How the COVID-19 Pandemic is Affecting Homeless Youth
The infrastructure for providing relief and shelter to runaway and homeless youth (RHY) in New York City was too fragile even before the coronavirus pandemic ravaged the city. Though the number of beds available for homeless youth expanded from 253 to 778 since 2013, advocates for homeless youth have long claimed that New York City has given inadequate funding and resources to institutions that offer shelter and other services for homeless youth citywide.
Even with 778 beds before the Pandemic, in 2019, WNYC reported 4,600 young people under 25 in NYC are spending their nights on the streets or in homeless shelters. Non-profits like The Ali Forney Center were experiencing waiting times of up to 3-4 months for those applying for shelter.
Shelters across the city were already understaffed, underfunded, and unable to function at full capacity. Already buckling from the weight of federal budget cuts and the stress on the city’s infrastructure, the COVID-19 pandemic exacerbated a dilemma affecting thousands of young people in New York City.
Atop those already left without a parent or guardian, the UHF reports an additional 4,200 children and teens lost a parent or guardian in NYC during the pandemic, adding more young people into a flawed and underfunded system of foster care and potential homelessness.
A LACK OF RESOURCES
In the early days of the pandemic, several shelters that provided 24-hour service had to slash their hours to ensure their employees’ health. The decision resulted in shelters only supplying overnight services; people could stay overnight to have a bed off the streets, but they could not stay at the shelter during the day and were required to leave after a night’s sleep. The flux of homeless individuals that resulted from shelters functioning at half capacity meant that the homeless population of New York City had even less housing security day to day and night tonight. This left those without permanent housing more susceptible to contracting COVID-19 than the rest of the population quarantining at home. Homeless youth already have a significantly higher risk relative to the rest of the population of contracting chronic health problems. With the temporary elimination of the scant resources available to them before the pandemic, Runaway Homeless Youth faces an aggravated health crisis.

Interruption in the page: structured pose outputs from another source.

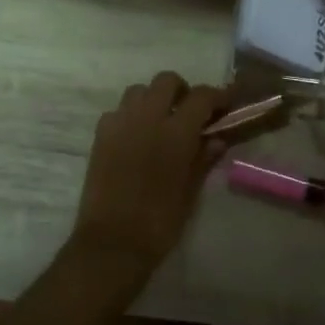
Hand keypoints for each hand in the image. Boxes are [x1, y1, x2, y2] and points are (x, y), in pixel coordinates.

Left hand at [72, 72, 225, 279]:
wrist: (112, 243)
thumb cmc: (160, 221)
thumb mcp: (191, 191)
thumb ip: (204, 159)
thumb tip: (217, 139)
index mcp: (176, 132)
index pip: (201, 96)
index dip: (217, 96)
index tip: (225, 105)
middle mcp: (147, 119)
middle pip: (166, 81)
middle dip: (182, 91)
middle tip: (190, 113)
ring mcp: (119, 125)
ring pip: (138, 91)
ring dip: (154, 99)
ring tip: (161, 123)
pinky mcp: (100, 137)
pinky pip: (117, 111)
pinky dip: (131, 115)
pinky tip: (137, 137)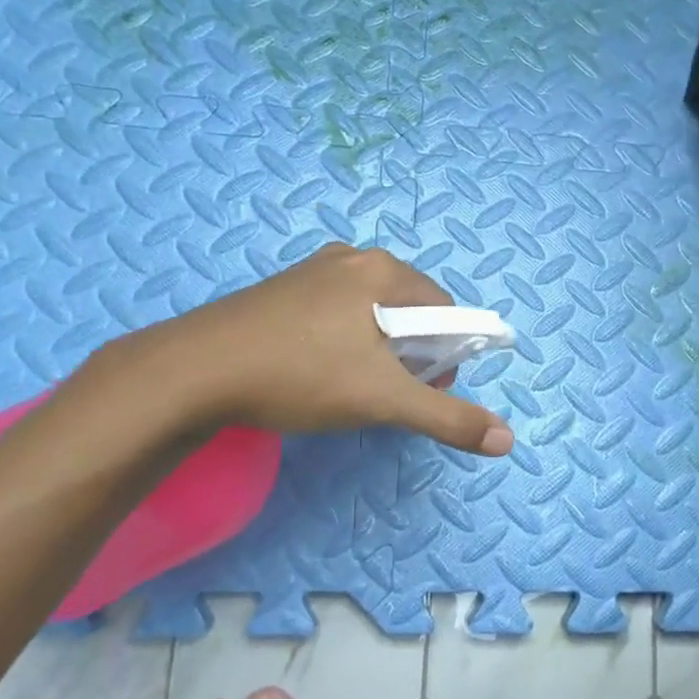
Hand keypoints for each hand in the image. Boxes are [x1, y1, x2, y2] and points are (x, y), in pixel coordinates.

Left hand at [110, 244, 513, 456]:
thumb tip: (507, 440)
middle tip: (387, 392)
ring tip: (350, 386)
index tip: (425, 388)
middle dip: (412, 353)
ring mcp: (310, 272)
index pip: (444, 308)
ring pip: (370, 313)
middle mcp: (350, 258)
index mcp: (382, 270)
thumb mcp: (383, 400)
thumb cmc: (300, 375)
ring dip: (377, 350)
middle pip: (408, 308)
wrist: (192, 372)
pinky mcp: (280, 291)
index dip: (447, 353)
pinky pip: (334, 313)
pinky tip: (316, 371)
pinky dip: (342, 342)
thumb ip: (448, 417)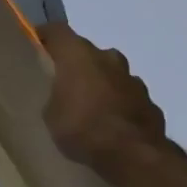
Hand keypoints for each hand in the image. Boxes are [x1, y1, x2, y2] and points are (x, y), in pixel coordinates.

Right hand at [39, 21, 173, 179]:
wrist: (133, 155)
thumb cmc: (82, 128)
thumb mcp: (51, 115)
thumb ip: (56, 97)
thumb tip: (63, 97)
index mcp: (78, 55)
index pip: (57, 31)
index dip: (46, 36)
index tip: (36, 46)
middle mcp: (107, 58)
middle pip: (87, 51)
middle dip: (76, 63)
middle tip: (63, 82)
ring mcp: (132, 79)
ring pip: (111, 72)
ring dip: (101, 83)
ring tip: (90, 106)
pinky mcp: (149, 101)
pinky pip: (127, 96)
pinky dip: (118, 103)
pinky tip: (112, 124)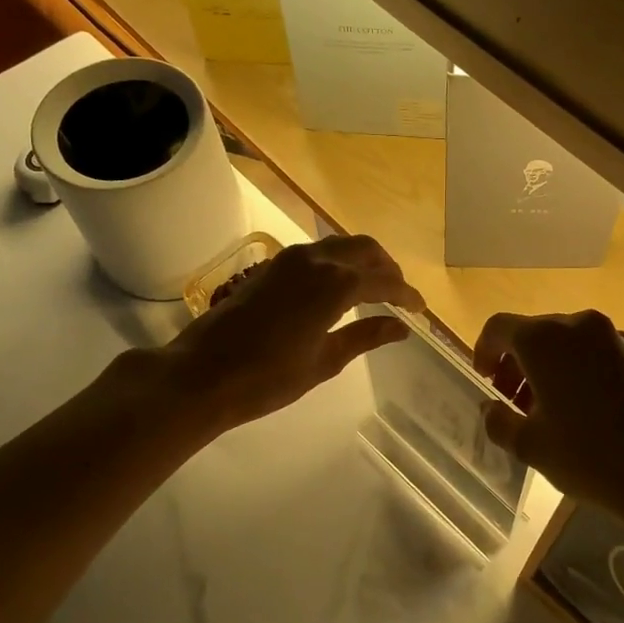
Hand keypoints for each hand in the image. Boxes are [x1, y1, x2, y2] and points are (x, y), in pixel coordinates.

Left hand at [143, 236, 424, 435]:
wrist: (202, 373)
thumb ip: (365, 337)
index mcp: (336, 284)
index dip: (407, 294)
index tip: (421, 310)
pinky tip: (339, 287)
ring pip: (340, 245)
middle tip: (400, 295)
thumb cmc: (268, 377)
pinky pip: (317, 252)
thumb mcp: (325, 361)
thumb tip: (401, 327)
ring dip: (363, 261)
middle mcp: (316, 260)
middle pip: (365, 249)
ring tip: (374, 289)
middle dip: (388, 268)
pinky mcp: (271, 266)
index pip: (385, 281)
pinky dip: (338, 262)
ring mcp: (290, 259)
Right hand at [473, 310, 623, 524]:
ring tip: (548, 411)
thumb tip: (490, 409)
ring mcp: (614, 336)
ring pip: (567, 343)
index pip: (499, 328)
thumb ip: (499, 421)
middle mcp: (578, 325)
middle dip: (517, 364)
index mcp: (544, 340)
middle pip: (534, 333)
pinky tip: (585, 410)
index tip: (485, 381)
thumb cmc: (590, 456)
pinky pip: (595, 353)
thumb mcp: (531, 446)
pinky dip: (579, 371)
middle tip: (513, 403)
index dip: (484, 352)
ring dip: (548, 368)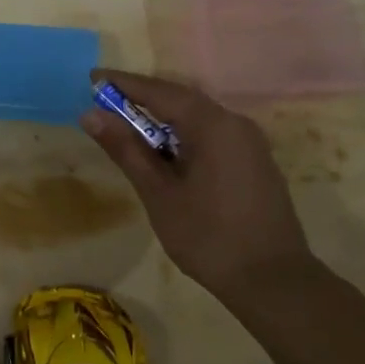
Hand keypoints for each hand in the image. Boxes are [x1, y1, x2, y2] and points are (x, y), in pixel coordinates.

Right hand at [79, 69, 311, 295]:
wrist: (274, 283)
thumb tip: (90, 114)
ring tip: (125, 127)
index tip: (91, 80)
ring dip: (160, 118)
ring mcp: (249, 144)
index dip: (123, 84)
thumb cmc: (208, 236)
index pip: (159, 92)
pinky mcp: (253, 162)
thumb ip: (126, 149)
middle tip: (103, 102)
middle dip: (140, 98)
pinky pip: (210, 134)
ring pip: (196, 117)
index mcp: (213, 125)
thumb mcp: (158, 193)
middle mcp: (235, 124)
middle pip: (180, 99)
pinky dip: (181, 134)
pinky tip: (162, 153)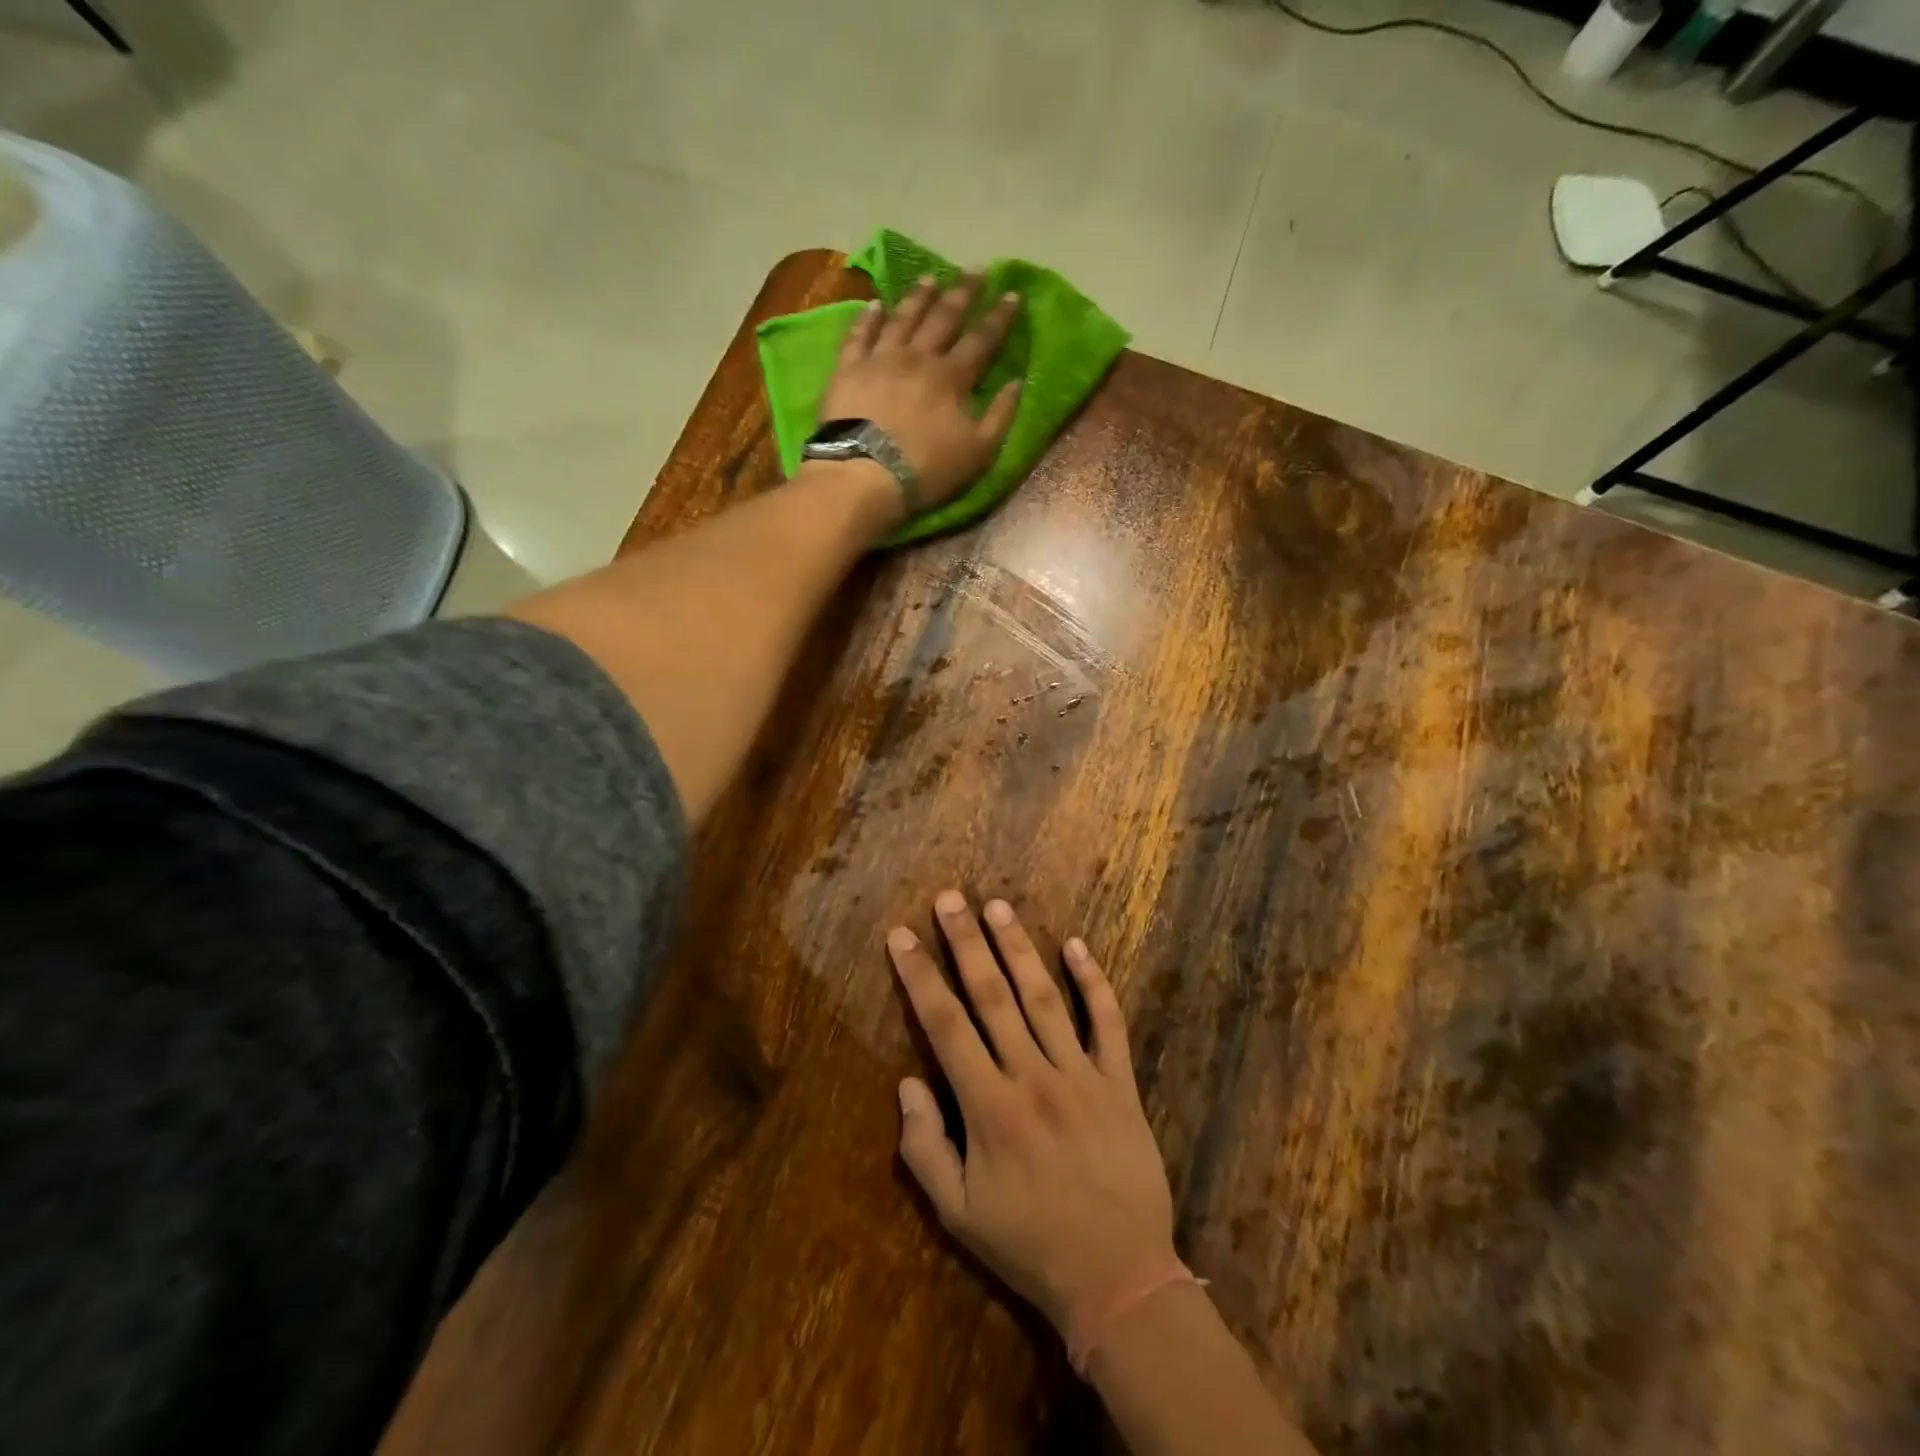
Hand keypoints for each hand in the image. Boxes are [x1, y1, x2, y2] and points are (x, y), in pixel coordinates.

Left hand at [820, 277, 1021, 512]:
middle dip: (963, 292)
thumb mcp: (977, 452)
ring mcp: (881, 359)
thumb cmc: (926, 469)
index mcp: (952, 377)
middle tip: (976, 270)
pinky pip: (859, 334)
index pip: (982, 340)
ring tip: (932, 278)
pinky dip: (868, 317)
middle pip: (944, 317)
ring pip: (903, 317)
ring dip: (919, 296)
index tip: (1013, 294)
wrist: (865, 474)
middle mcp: (918, 357)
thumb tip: (1017, 383)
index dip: (1000, 317)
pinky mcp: (848, 368)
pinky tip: (874, 304)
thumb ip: (1000, 416)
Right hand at [886, 891, 1175, 1334]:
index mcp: (988, 1107)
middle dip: (966, 942)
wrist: (1118, 1277)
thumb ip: (924, 1149)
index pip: (945, 1025)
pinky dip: (1093, 982)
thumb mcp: (958, 1215)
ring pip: (1043, 997)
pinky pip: (1107, 1022)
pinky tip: (1076, 945)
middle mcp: (1032, 1077)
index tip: (901, 936)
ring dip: (1018, 948)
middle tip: (949, 897)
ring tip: (997, 906)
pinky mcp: (1119, 1082)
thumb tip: (908, 1082)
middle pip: (992, 996)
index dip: (920, 977)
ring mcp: (1080, 1075)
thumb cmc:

Homeless youth in New York City face a unique set of problems that make securing their health and safety all the more difficult. Namely, it’s a near impossibility to know just how many young New Yorkers are without stable housing. A recent survey from Chapin Hall found that around 42% of homeless youth are LGBT+ and that 95% are non-white; this puts many RHY in a precarious position where they are reportedly the target of police harassment within shelters. Given that the primary goal of any individual experiencing homelessness is survival and that a large percentage of RHY feel unsafe in traditional institutions for dealing with homelessness, homeless youth are challenging to accommodate. While the study from Chapin Hall claimed 4,584 homeless youth were either sleeping on the streets or in a shelter on any given night, homeless advocates and government officials estimate that there is probably around 20,000 homeless youth in New York City. RHY are an extremely at-risk demographic for disease, violence, harassment, malnutrition, and difficulty locating homeless youth makes providing health services extraordinarily complicated.
WHAT CAN BE DONE?
Given that RHY are at high risk of contracting health issues, difficult to account for, and, since March, have fewer resources for staying safe from COVID, an extremely infectious disease, significant measures need to be taken to ensure the safety of homeless youth in New York City in the midst of the pandemic. Craig Hughes from City Limits outlined the necessary steps the city needs to take to ensure the safety of homeless youth through the duration of the pandemic; in addition to providing funding to existing shelters and services to ensure that they can continue to function, the Department of Homeless Services must open new shelters and drop-in centers for 18-24-year olds to provide more beds and intake for RHY, and continue setting up satellite sites for homeless youth who’ve contracted COVID-19 to quarantine. Hughes also suggests hiring social workers, social service professionals, and harm reductionists, who are receptive to homeless youth’s unique struggles, to staff these facilities.
Shelters around the city are already taking measures to accommodate homeless youth during the pandemic. The Covenant House has laid out the changes in their administrative and intake process to adapt to the health crisis: they have set up quarantine spaces for youth who have manifested symptoms of COVID, keeping a two-week stock of emergency supplies, making cleaning supplies such as hand sanitizer and tissues available to staff and youth, providing COVID tests at all sites, and rearranging their staffing to provide emergency staff and remote workers to ensure each location can remain operational even during a health emergency.
If other shelters and institutions that provide relief for RHY follow the protocol outlined by the Covenant House and the city expands its efforts to assist its homeless population, the homeless youth of New York City will be collectively safer in this unprecedented global health crisis. The city’s RHY population already faces extraordinary difficulties in their day-to-day life; problems made only more severe by the outbreak of coronavirus and its effect on the institutions set up to protect them. To protect one of the most at-risk populations in the city, the city government, shelters, nonprofits, and volunteers need to take deliberate steps in keeping the streets and shelters safer for homeless youth.